The angel went home.

Isaac went home.

Abraham and God had gone long before.

But the real hero of The Binding of Isaac

is the ram.

At the Maritime Museum

I saw clay jars covered with barnacles

that were saved from the ocean bottom,

and thought about the sailors of ancient times

who gave half their lives to sail to those jars,

and the other half to bring them back here.

They did what they had to do, and drowned near the shore.

A woman beside me said, “Aren’t they

beautiful!”
and was startled by her words and by me.

Then she walked away into her life,

which is also half a setting out

and half a returning.

Try to Remember Some Details

Try to remember some details.
Remember the clothing

of the one you love

so that on the day of disaster you’ll be able to say: last seen

wearing such-and-such, brown jacket, white hat.

Try to remember some details.
For they have no face

and their soul is hidden and their crying

is the same as their laughter,

and their silence and their shouting rise to one height

and their body temperature is between 98 and 104 degrees

and they have no life outside this narrow space

and they have no graven image, no likeness, no memory

and they have paper cups on the day of their rejoicing

and disposable paper plates.

Try to remember some details.
For the world

is filled with people who were torn from their sleep

with no one to mend the tear,

and unlike wild beasts they live

each in his lonely hiding place and they die

together on battlefields

and in hospitals.

And the earth will swallow all of them,

good and evil together, like the followers of Korah,

all of them in their rebellion against death,

their mouths open till the last moment,

and blessing and cursing are a single

howl.
Try, try

to remember some details.

A Man in His Life

A man doesn’t have time in his life

to have time for everything.

He doesn’t have seasons enough to have

a season for every purpose.
Ecclesiastes

was wrong about that.

A man needs to love and to hate at the same moment,

to laugh and cry with the same eyes,

with the same hands to throw stones and to gather them,

to make love in war and war in love.

And to hate and forgive and remember and forget,

to arrange and confuse, to eat and to digest

what history

takes years and years to do.

A man doesn’t have time.

When he loses he seeks, when he finds

he forgets, when he forgets he loves, when he loves

he begins to forget.

And his soul is seasoned, his soul

is very professional.

Only his body remains forever

an amateur.
It tries and it misses,

gets muddled, doesn’t learn a thing,

drunk and blind in its pleasures

and in its pains.

He will die as figs die in autumn,

shriveled and full of himself and sweet,

the leaves growing dry on the ground,

the bare branches already pointing to the place

where there’s time for everything.

My Mother Comes from the Days

My mother comes from the days when they made

paintings of beautiful fruit in silver bowls

and didn’t ask for more.

People moved through their lives

like ships, with the wind or against it, faithful

to their course.

I ask myself which is better,

dying old or dying young.

As if I’d asked which is lighter,

a pound of feathers or a pound of iron.

I want feathers, feathers, feathers.

Now She’s Breathing

Now she’s breathing quietly, I said.
No, she’s

screaming inside because of a great pain, the doctor said.

He asked my permission

to remove the wedding ring from her finger

because it was very swollen.
I gave permission in the name of

the pain and in the name of my father

who never left her in his life.
We kept turning the ring

like the magic ring in a fairy tale, but

it didn’t come off and there was

no miracle.
The doctor asked permission to cut

the ring, and he cut it with the gentleness

of careful forceps.

Now she’s laughing, practicing the laughter of over there.

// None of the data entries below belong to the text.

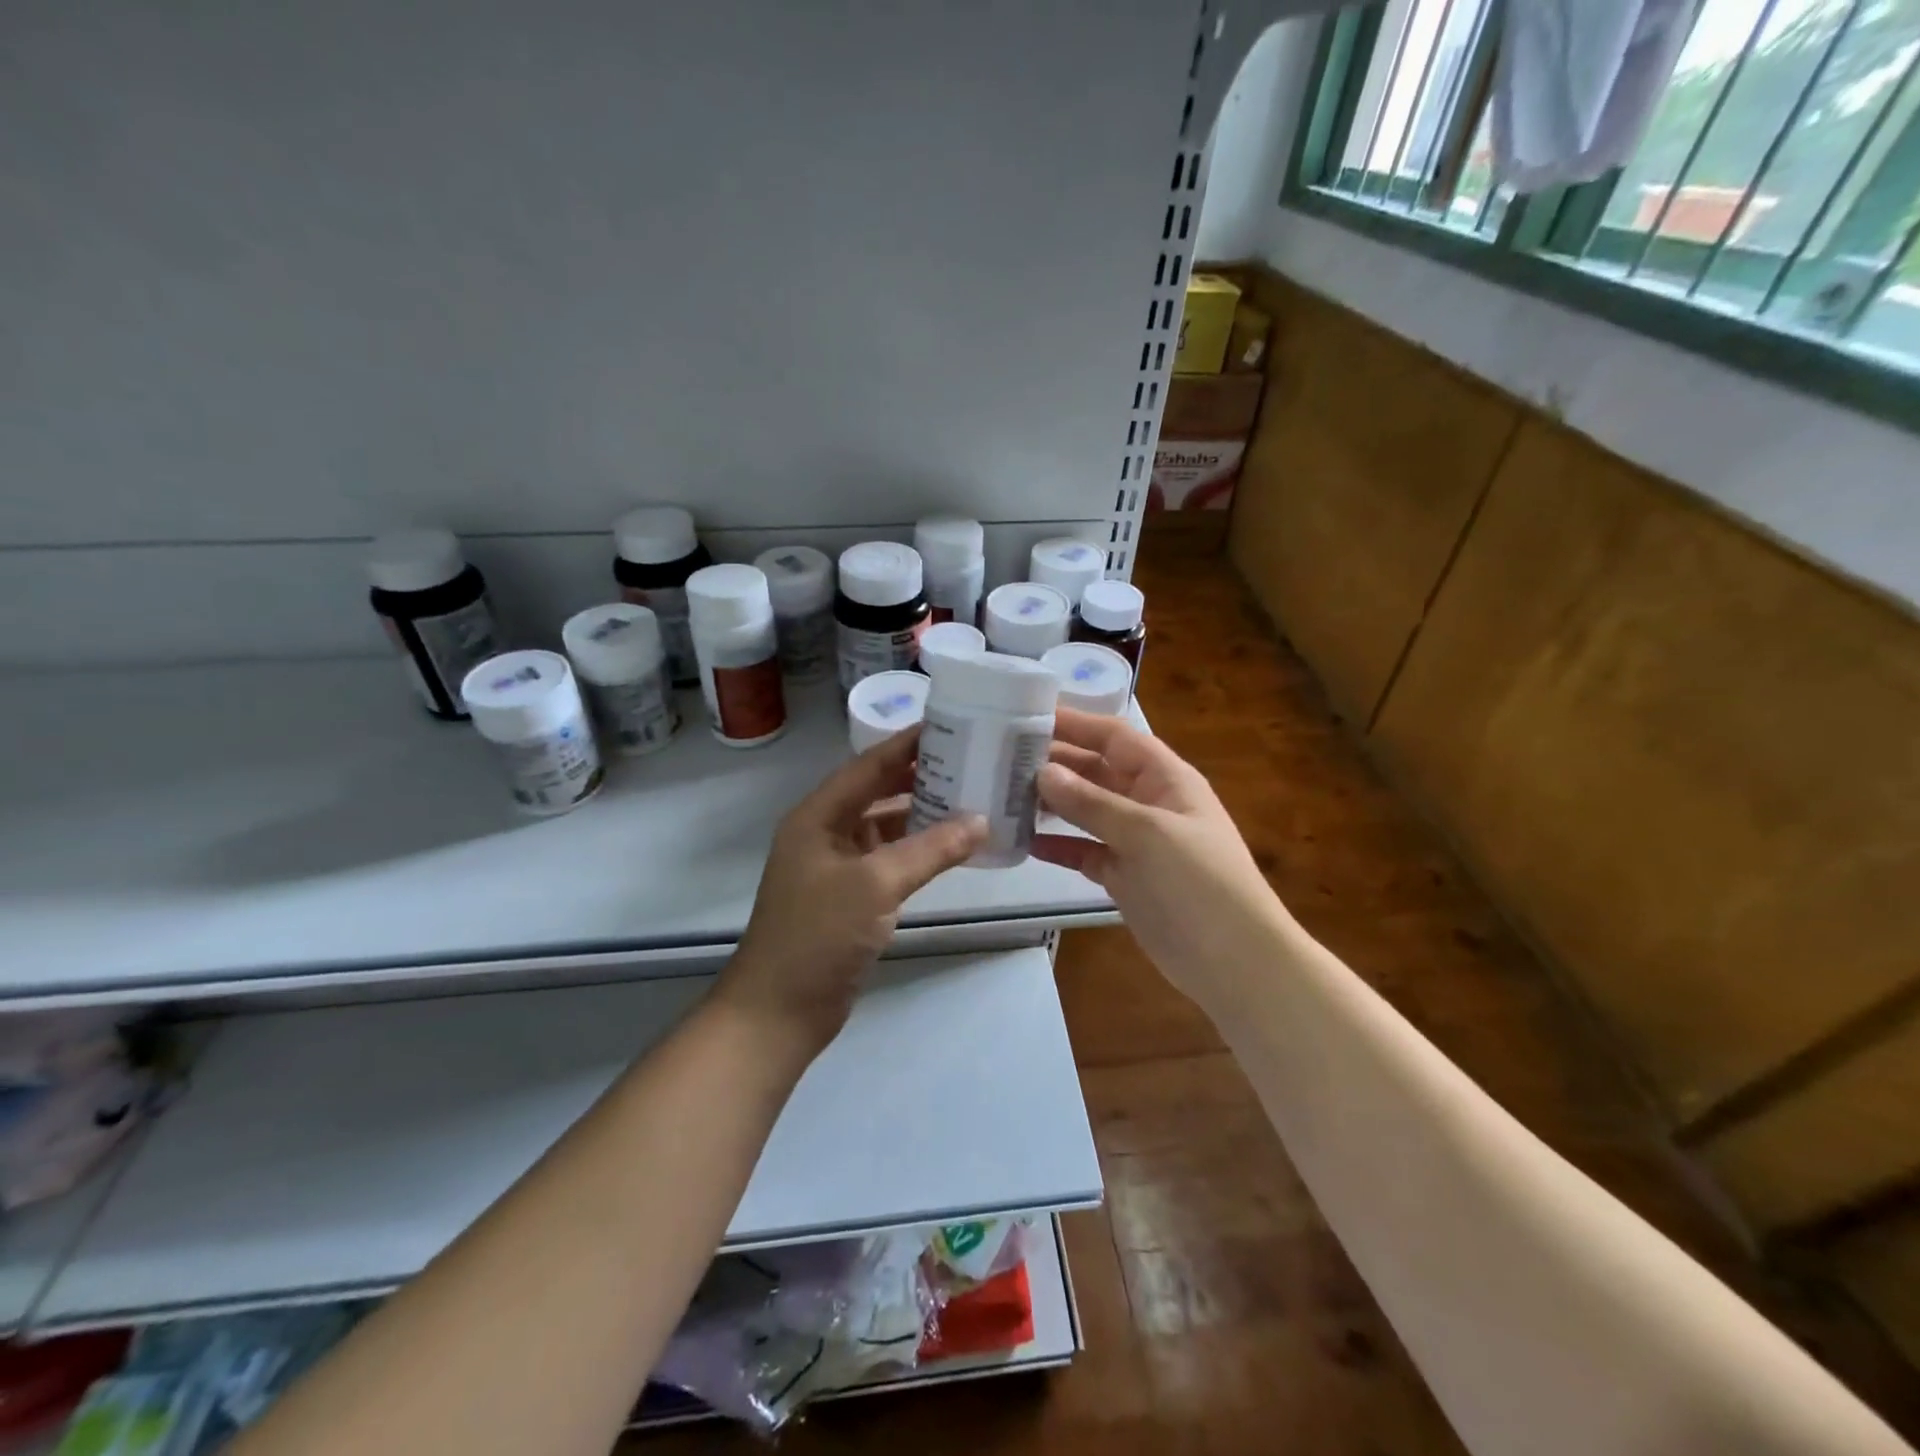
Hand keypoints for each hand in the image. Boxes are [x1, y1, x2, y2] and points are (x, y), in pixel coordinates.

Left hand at [722, 728, 987, 1050]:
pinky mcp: (849, 897)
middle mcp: (825, 833)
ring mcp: (836, 867)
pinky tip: (951, 848)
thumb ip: (930, 849)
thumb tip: (980, 821)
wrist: (779, 1011)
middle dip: (919, 777)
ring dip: (922, 815)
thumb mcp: (876, 885)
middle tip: (969, 760)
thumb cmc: (819, 935)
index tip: (949, 724)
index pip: (868, 766)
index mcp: (818, 816)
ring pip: (885, 827)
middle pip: (877, 792)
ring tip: (970, 798)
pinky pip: (889, 860)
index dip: (906, 744)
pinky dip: (918, 852)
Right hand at [1033, 708, 1286, 1003]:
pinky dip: (1058, 845)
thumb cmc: (1199, 883)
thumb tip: (1043, 771)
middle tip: (1000, 758)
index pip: (1113, 737)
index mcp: (1164, 778)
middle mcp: (1148, 801)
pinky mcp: (1123, 876)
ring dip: (1051, 803)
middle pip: (1095, 770)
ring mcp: (1135, 841)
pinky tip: (1024, 842)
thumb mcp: (1146, 834)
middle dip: (1054, 763)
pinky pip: (1084, 850)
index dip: (1074, 723)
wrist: (1234, 963)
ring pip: (1085, 811)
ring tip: (1004, 796)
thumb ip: (1092, 803)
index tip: (1026, 716)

Now she’s crying, weaning herself

from the crying of here.

The photo on her passport was taken many years ago.

After she came to the land of Israel, she never

went abroad.
A death certificate

doesn’t need a photo.

My Mother Died on Shavuot

My mother died on Shavuot, at the end of

the Counting of the Omer.

Her oldest brother died in 1916; he fell in the war.

I almost fell in 1948, and my mother died in 1983.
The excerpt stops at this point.